ANSWERS: 14
  • Absolutely not. All this would do is greatly increase inflation, and devalue the US dollar even faster than it is already declining. A similar thing happened in pre-WWII Germany - the government just printed lots of money willy-nilly, and soon it took wheelbarrows full to buy a loaf of bread. Printing more money will solve nothing. No one will be happy, even if they get your "million dollars," if that "million" cannot even buy what $500 will now.
  • No. That would cause our economy to collapse. Money has to be backed by something. A piece of paper doesn't really have any value. It only has value because our treasury says so. If you print more money than you should then the value of the dollar would plummet. The Nazi's actually tried doing this with some success in WW2. They printed lots of counterfeit notes and fed them into the British Economy.
  • yes instead of spending it on war.
  • The Federal Government cannot print paper money, unless their is sufficient gold on hand, to back the currency. A tax rebate to individuals might not be a good idea. a million dollar rebate would probably be too much money, for an average persons lifetime. what would happen to the balance, after each person died? go to their estate?
  • If you did that then money would be worthess. And some say even now our curency is effectively worthless since the debts we have far exceed our ability to pay them if they all were called due today.
  • just like zimbabwe? well, at least their AIDS infection rate is going drastically down.. and not due to more "sex education" or "condoms" but because (and this was in the news) "they cant afford to have their mistresses anymore" whoda thunk the libs were all wrong?
  • Its been tried. It won't work. - Before our present government we had a "Continental Congress". They had no power to tax, so their only way to get money was to print it, as you suggest. - The result was an economic collapse characterized best by the phrase "Not worth a Continental (dollar)" The observation that "If you want to buy a wagon load of groceries you have to bring a wagon load of money." And stories of sailors who took their pay ashore and paid half of it to have the other half sewn together by a tailor to make a suit!
  • Are you serious?
  • Nope. It would be a lot cheaper than what's going on now but it wouldn't work either.
  • In effect, that is already going on, and is exactly what got us where we are today. When people are allowed to buy things with money they don't have (loans and mortgages), their promises are bought and sold as if they were worth the money that is promised. When people do not pay their loans and mortgages, the people who bought the promises are left holding the bag.
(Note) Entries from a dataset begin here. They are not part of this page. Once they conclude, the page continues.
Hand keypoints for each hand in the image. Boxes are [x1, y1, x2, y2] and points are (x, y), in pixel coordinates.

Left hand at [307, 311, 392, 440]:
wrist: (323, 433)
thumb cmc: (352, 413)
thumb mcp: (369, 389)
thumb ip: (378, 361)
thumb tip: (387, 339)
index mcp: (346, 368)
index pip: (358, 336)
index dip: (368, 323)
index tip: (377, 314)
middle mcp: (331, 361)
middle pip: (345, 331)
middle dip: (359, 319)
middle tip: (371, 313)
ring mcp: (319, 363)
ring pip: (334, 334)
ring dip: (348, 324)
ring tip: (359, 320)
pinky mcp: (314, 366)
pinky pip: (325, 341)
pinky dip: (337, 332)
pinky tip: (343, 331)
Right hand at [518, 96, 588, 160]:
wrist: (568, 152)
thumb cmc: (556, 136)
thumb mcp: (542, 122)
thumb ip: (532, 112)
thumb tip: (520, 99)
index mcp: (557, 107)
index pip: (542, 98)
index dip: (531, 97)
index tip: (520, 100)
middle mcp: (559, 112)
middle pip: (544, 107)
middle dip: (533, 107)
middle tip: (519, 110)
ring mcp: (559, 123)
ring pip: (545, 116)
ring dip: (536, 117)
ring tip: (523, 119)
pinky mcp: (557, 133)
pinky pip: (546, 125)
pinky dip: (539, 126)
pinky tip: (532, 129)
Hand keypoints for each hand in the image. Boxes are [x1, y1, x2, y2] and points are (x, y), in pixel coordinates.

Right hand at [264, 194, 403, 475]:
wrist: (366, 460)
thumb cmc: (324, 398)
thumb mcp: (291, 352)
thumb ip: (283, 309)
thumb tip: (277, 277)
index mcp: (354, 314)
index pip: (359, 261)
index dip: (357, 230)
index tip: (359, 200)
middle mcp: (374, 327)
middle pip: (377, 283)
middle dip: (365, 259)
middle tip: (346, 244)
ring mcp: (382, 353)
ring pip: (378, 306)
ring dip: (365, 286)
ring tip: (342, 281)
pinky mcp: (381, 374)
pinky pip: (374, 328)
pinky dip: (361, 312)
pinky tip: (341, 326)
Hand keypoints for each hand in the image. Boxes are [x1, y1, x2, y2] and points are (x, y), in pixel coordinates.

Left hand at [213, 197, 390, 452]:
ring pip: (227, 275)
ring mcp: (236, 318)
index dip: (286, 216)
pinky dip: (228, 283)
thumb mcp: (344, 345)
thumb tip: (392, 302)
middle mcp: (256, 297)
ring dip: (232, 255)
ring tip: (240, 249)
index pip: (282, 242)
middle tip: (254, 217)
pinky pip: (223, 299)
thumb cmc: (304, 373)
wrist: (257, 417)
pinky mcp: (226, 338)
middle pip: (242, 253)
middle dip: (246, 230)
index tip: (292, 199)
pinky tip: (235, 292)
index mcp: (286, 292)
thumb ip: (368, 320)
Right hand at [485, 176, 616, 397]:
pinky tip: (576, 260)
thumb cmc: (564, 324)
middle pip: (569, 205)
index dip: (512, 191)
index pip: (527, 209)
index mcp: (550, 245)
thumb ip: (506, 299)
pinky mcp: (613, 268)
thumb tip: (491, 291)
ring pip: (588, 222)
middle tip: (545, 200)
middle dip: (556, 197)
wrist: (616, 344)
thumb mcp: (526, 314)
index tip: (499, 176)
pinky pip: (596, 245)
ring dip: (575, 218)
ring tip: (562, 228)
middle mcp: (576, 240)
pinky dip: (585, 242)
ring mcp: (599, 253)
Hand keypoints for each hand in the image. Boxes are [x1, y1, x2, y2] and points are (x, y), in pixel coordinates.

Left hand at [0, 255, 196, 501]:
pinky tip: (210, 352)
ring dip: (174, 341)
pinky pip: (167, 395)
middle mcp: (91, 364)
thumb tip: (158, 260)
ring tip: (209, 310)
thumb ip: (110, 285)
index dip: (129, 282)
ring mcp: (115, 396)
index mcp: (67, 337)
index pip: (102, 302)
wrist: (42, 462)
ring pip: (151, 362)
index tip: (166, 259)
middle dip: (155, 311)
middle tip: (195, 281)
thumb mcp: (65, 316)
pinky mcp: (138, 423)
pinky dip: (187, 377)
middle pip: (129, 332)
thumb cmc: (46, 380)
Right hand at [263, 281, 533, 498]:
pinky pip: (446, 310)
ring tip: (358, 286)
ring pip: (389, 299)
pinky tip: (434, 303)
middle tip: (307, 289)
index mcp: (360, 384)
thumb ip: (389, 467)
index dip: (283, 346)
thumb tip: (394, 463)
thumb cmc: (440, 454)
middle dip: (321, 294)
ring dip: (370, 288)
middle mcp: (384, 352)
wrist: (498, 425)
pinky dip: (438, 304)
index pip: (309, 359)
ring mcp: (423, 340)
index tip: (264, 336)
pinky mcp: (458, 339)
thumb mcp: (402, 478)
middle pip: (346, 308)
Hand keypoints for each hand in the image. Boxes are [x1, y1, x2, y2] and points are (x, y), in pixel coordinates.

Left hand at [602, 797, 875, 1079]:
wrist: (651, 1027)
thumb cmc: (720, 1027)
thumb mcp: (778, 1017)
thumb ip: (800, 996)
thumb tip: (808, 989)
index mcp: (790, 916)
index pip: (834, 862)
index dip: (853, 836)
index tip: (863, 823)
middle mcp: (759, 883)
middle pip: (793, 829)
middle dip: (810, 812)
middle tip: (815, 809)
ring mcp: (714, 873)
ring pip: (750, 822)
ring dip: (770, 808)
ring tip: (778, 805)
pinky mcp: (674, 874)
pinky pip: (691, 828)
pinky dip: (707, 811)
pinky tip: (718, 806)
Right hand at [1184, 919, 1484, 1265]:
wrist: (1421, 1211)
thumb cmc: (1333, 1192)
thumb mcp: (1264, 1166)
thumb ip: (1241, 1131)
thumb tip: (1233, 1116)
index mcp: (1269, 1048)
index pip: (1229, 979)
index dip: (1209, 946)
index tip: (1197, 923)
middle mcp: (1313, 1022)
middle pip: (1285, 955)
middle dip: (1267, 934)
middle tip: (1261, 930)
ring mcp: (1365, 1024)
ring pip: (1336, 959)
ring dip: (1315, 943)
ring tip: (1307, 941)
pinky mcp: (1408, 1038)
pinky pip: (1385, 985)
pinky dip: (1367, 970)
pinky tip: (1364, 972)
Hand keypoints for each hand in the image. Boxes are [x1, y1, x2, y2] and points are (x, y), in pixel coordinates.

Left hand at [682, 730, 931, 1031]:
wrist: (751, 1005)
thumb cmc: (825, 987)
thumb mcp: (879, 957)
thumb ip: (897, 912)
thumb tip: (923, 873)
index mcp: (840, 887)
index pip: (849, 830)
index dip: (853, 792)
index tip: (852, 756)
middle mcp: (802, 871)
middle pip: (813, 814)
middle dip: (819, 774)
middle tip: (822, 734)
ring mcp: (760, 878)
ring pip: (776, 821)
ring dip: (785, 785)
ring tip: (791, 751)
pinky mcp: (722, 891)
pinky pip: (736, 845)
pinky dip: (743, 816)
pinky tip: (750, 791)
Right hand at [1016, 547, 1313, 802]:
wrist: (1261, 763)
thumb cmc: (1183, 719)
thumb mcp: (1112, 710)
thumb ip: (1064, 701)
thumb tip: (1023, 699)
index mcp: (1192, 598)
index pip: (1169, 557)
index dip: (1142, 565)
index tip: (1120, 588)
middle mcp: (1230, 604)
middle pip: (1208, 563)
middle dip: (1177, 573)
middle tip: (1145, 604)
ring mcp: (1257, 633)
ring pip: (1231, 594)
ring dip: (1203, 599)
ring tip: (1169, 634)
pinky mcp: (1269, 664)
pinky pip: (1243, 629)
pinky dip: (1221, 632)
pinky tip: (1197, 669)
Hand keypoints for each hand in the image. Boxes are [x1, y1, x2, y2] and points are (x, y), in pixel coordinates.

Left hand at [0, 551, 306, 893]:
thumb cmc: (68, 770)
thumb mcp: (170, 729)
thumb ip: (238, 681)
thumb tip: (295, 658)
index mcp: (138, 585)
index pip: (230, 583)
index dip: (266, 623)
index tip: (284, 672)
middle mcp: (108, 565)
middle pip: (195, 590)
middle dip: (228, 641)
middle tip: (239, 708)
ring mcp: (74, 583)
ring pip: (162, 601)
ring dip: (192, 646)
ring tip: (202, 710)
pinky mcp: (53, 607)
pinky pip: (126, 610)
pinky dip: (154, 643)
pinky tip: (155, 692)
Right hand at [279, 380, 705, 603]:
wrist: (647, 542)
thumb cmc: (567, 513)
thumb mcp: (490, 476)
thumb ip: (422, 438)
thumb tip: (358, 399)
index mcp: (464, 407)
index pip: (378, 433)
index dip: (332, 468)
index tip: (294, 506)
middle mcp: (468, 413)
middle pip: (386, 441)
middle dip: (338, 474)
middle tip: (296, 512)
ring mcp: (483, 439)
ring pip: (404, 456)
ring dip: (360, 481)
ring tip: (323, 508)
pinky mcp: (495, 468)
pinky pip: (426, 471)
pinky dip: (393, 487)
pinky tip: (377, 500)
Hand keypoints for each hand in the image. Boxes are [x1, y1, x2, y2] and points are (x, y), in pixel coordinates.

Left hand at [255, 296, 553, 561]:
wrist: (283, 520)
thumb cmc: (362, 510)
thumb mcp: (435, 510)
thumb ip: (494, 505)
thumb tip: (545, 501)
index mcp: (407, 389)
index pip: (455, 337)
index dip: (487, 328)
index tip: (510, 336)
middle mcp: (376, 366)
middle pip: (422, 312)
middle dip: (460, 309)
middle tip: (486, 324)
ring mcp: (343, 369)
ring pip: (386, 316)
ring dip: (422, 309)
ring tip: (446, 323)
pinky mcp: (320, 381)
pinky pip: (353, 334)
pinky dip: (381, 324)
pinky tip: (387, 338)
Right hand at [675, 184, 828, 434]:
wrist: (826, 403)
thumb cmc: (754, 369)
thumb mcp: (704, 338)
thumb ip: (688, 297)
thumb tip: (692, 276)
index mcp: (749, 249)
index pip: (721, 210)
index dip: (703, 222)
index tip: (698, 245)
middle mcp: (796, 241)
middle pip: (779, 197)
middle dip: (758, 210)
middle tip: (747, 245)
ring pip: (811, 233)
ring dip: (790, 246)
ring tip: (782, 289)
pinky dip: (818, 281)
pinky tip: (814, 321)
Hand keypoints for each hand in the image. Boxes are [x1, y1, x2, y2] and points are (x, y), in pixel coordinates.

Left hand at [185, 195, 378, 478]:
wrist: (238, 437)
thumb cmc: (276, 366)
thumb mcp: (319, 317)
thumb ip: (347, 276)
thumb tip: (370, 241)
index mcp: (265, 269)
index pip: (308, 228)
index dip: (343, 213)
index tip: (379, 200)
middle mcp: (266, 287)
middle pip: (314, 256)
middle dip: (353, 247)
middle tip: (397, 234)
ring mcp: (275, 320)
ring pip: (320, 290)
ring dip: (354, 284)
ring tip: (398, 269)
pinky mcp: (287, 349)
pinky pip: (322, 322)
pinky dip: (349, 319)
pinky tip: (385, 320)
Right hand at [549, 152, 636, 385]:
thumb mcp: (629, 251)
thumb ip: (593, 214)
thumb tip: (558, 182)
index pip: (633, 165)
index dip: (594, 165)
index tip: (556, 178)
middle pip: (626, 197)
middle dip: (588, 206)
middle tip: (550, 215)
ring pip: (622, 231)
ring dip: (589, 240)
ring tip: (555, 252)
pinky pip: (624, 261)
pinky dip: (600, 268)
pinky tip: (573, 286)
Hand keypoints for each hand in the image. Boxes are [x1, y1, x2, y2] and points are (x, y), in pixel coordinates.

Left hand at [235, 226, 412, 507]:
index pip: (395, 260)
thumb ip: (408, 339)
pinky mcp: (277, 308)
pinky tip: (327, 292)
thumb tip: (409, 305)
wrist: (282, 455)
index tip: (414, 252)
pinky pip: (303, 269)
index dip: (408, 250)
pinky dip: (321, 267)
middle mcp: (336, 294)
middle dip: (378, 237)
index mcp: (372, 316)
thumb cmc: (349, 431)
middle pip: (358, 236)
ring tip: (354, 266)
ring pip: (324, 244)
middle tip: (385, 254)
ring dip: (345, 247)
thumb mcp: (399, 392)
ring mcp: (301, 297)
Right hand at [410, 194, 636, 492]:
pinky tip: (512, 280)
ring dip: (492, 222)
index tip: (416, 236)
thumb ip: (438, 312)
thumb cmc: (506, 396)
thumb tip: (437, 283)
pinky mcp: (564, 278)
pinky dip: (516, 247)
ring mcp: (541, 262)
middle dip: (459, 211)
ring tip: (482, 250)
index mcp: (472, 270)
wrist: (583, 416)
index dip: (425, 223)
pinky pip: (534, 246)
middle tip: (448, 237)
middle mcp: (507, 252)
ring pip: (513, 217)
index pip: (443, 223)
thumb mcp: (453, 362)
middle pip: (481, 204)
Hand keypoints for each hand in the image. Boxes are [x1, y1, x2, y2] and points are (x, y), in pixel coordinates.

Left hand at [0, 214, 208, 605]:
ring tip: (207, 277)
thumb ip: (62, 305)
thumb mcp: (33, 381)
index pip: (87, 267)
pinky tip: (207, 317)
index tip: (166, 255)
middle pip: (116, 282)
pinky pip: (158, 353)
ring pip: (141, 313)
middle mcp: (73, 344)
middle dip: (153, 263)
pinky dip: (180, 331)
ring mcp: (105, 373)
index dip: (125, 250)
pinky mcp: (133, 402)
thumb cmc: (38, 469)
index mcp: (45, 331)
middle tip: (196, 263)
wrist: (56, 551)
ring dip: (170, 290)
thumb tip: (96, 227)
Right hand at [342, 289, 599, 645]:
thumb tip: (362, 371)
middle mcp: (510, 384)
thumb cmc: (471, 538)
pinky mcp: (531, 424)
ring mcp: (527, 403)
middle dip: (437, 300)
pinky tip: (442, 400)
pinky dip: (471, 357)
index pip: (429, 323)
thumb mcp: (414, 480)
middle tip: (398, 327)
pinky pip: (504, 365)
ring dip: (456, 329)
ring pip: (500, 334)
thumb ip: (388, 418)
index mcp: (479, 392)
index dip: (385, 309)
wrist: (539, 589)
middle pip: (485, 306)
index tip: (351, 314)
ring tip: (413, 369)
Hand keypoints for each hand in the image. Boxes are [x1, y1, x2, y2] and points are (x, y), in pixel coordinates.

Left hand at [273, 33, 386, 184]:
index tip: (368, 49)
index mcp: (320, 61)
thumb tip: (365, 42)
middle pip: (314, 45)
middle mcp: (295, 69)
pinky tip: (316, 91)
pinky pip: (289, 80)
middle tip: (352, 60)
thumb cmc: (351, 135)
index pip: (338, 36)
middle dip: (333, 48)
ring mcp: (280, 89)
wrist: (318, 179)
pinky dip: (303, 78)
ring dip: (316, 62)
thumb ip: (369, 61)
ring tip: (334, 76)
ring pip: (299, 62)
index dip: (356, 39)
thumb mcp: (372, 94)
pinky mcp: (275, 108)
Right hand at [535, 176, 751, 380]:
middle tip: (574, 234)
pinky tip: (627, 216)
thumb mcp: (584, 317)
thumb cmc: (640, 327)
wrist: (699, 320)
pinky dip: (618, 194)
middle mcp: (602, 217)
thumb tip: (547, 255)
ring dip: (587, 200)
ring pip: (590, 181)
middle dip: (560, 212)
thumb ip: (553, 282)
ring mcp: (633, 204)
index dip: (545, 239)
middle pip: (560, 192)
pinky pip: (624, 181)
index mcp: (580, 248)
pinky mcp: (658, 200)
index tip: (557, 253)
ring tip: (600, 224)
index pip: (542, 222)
  • Not unless you want to end up with an inflation rate not seen since Germany right after WWI.. Then the Mark had so little value that the baker used the bill to measure how much bread you would get for it.. Here you can read about the Hyperinflation in Germany after WWI. http://en.wikipedia.org/wiki/Inflation_in_the_Weimar_Republic
  • Not unless you want to end up with an inflation rate not seen since Germany right after WWI.. Then the Mark had so little value that the baker used the bill to measure how much bread you would get for it.. Here you can read about the Hyperinflation in Germany after WWI. http://en.wikipedia.org/wiki/Inflation_in_the_Weimar_Republic
  • Well, if everyone got a million dollars then a million dollars wouldn't be worth much now would it. I say only give more millions to millionaires and then let what change falls out of their pockets trickle down. Kind of like a car wash employee who keeps whatever change he finds on the floor or down in the seat. Of course that probably isn't legal and we should throw him in prison. Problem solved.
  • A couple of people have mentioned Germany's mistake doing this and I thought I'd elaborate with a story I've been told. During the depression in Germany a peasant went to the store with a wheel barrel full of German marks. He left it outside as he went in to ask the price of bread. When he came back out the money was still there, but the wheel barrel was gone. I don't know if it's true or not, but it's a funny little story warning of the effects of inflation.